SPSSX Discussion

Merging Two Files on Two Key Variables and Different Samples

Classic

List

Threaded

3 messages Options

David-673

Merging Two Files on Two Key Variables and Different Samples

Hi all,

Long time reader, first time poster. I am having a problem trying to merge
two SPSS files. I need to add new variables from the second data set with
the following constraints:

1. Data #1 has less observations than Data #2 (like 10k).

2. In both sets, some participants have data across multiple groups, so I
often have 2-3 cases with the same ID but different group ID, like this:

------------------
ID Group IV
------------------
345 A 100
345 B 20
345 C 1
------------------

Using the Merge Files function in SPSS causes a mismatch of the data.

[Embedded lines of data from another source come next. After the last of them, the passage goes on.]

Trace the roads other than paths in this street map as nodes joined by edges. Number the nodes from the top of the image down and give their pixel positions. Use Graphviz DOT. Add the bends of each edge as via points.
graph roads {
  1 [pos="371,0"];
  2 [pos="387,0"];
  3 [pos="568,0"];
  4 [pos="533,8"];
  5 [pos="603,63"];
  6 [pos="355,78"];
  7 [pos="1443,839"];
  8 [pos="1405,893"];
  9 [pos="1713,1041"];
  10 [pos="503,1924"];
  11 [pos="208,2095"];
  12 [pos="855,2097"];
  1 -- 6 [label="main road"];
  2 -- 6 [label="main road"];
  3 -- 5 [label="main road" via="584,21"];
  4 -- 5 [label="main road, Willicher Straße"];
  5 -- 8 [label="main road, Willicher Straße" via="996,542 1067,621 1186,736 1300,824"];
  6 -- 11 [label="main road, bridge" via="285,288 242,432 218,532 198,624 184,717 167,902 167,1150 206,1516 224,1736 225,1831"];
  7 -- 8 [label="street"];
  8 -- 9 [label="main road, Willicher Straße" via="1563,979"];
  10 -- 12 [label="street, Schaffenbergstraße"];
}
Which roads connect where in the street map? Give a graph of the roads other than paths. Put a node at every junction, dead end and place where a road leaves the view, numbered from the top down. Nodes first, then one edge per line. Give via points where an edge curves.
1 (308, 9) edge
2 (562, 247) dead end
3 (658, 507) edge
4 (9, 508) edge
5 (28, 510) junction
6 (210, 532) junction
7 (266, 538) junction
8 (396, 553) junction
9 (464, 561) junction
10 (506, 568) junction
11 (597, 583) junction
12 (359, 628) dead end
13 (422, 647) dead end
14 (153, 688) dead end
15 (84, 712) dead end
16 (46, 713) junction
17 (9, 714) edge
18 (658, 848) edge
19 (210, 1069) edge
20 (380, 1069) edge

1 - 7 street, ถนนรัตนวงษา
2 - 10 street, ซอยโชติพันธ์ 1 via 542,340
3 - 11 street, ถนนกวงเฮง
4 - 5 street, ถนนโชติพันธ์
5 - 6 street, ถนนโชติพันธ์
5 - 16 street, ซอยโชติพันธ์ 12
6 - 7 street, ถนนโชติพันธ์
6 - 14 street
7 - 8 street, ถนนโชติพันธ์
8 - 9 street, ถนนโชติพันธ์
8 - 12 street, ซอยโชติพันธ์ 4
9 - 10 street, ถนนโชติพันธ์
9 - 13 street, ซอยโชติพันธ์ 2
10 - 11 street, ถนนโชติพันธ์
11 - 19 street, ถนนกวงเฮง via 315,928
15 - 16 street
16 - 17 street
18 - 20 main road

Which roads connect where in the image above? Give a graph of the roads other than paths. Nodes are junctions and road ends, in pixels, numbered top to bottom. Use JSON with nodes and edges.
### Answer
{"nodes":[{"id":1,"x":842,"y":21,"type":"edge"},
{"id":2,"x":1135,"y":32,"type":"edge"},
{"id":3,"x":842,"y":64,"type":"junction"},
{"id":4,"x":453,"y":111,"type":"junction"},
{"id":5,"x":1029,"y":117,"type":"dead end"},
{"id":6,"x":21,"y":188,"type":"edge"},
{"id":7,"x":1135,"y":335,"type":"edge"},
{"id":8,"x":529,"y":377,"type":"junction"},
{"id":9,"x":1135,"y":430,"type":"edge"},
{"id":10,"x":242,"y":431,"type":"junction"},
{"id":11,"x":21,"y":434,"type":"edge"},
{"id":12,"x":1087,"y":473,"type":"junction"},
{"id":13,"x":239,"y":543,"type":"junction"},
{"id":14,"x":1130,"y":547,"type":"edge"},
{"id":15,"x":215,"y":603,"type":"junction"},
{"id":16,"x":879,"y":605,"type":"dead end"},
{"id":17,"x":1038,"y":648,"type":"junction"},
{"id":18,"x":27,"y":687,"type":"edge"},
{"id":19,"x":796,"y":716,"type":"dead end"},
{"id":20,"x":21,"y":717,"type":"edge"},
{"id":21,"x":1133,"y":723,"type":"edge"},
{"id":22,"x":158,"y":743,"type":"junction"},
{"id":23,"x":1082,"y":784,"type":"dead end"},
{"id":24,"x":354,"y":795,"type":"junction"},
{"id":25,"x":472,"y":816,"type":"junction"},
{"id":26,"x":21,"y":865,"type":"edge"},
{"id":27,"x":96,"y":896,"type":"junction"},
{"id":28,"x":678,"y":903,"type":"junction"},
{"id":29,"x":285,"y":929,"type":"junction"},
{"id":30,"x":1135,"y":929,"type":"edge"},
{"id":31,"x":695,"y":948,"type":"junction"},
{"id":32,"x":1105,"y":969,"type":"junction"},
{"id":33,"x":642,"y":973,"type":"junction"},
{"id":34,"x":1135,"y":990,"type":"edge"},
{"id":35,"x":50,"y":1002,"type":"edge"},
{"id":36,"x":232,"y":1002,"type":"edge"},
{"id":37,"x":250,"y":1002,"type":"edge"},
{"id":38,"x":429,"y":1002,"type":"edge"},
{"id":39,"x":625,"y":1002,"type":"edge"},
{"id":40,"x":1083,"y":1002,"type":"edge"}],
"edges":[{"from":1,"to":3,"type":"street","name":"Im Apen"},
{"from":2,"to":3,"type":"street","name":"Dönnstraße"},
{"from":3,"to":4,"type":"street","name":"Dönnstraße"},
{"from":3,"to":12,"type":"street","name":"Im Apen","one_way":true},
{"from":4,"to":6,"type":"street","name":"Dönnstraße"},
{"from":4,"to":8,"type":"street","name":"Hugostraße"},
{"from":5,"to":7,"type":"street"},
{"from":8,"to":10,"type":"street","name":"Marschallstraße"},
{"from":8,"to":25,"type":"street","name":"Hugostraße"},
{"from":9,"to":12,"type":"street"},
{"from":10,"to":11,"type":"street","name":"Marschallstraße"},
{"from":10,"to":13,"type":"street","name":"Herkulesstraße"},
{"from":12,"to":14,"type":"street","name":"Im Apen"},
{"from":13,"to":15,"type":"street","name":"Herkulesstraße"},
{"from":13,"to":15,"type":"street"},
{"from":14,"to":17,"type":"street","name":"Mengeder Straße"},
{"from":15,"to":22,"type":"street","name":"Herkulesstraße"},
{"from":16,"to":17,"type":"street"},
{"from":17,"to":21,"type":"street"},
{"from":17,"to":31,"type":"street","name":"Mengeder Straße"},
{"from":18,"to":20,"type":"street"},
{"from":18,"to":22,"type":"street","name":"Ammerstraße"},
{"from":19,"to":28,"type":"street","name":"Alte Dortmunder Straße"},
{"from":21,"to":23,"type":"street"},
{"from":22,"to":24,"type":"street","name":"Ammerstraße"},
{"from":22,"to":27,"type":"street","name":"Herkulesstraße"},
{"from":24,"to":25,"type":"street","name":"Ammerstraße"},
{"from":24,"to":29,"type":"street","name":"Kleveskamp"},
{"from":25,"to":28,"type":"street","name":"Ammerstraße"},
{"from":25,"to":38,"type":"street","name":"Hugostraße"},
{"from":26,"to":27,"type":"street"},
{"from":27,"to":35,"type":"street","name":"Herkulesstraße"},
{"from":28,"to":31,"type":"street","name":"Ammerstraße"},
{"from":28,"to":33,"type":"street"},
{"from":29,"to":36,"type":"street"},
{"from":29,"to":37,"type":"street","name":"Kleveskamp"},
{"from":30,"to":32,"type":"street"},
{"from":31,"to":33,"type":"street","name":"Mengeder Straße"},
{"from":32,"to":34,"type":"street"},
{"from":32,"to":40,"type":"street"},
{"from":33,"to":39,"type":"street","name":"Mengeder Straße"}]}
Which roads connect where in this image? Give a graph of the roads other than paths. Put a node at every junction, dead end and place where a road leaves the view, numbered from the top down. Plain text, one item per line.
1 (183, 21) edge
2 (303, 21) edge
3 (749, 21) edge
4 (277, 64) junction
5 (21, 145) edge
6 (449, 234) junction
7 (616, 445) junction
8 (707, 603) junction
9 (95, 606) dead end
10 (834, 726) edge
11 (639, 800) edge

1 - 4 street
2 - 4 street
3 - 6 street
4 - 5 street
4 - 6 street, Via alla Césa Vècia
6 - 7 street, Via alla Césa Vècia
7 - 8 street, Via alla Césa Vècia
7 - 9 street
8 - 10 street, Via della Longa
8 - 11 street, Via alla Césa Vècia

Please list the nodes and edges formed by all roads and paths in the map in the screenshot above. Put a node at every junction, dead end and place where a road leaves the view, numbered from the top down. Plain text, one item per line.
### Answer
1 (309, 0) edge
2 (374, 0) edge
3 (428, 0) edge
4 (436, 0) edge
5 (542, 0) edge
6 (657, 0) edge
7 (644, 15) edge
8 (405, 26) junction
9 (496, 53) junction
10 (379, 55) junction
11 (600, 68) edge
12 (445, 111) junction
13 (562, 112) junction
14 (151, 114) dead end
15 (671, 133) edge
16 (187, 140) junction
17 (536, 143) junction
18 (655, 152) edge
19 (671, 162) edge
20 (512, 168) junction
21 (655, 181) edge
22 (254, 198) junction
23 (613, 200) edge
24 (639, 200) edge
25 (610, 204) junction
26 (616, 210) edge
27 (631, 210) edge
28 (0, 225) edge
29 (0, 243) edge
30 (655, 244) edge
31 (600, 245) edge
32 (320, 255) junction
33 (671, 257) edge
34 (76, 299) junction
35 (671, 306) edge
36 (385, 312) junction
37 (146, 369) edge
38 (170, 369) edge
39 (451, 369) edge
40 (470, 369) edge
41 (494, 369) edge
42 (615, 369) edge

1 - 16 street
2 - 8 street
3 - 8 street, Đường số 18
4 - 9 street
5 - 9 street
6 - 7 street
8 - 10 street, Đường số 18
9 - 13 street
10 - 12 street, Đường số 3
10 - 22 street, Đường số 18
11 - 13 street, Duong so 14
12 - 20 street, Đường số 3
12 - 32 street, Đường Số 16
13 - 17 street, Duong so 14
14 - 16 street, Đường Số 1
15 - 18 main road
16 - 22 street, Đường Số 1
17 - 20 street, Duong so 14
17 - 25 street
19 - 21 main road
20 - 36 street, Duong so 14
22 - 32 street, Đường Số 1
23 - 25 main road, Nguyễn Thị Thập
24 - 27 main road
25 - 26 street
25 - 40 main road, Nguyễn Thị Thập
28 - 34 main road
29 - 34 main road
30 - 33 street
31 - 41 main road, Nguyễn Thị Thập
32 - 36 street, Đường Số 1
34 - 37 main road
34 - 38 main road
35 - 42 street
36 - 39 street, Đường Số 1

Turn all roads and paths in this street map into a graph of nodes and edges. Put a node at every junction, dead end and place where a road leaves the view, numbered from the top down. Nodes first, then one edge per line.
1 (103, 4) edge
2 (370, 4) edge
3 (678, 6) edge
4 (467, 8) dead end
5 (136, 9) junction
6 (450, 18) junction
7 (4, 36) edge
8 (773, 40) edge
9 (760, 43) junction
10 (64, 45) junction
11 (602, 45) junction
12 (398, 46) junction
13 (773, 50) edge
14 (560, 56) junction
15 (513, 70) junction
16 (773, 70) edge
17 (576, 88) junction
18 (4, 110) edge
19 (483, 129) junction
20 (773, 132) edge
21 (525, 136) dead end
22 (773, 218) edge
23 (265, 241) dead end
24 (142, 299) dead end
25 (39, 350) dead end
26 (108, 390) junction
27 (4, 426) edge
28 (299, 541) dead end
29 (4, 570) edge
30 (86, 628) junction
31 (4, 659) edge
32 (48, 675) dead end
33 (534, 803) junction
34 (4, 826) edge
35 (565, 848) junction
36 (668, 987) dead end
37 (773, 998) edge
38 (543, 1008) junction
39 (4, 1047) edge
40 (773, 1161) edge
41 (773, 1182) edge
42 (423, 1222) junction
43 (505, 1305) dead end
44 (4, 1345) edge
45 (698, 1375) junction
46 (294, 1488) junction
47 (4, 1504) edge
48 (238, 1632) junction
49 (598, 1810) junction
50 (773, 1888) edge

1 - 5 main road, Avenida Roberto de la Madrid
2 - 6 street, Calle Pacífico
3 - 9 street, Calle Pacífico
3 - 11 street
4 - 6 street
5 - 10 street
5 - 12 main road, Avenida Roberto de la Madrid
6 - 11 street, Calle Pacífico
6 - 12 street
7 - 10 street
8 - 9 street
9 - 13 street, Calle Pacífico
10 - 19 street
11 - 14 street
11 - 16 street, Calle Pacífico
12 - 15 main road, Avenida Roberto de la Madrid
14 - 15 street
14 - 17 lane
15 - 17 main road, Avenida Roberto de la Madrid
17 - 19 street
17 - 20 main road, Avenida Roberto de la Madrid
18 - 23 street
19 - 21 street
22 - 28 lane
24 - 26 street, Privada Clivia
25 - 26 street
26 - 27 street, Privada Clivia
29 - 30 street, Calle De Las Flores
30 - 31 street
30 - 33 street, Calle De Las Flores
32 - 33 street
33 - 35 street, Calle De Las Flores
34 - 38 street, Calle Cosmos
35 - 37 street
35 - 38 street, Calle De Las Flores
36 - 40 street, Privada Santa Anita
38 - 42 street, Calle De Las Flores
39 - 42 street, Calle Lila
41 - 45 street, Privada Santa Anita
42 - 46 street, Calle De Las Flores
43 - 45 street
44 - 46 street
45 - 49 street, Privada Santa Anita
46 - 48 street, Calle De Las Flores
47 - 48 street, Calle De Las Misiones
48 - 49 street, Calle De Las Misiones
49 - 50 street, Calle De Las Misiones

I
tried to use the /TABLE and /BY command, but not sure how to include the
Group as a second key variable.

Any tips most appreciated!

best,
dave

=====================
To manage your subscription to SPSSX-L, send a message to
[hidden email] (not to SPSSX-L), with no body text except the
command. To leave the list, send the command
SIGNOFF SPSSX-L
For a list of commands to manage subscriptions, send the command
INFO REFCARD

Maguin, Eugene

Re: Merging Two Files on Two Key Variables and Different Samples

David,

Sort cases by id and group. The by keyword can accept a number of variables.
So:

Match files file=.../table=.../By id group.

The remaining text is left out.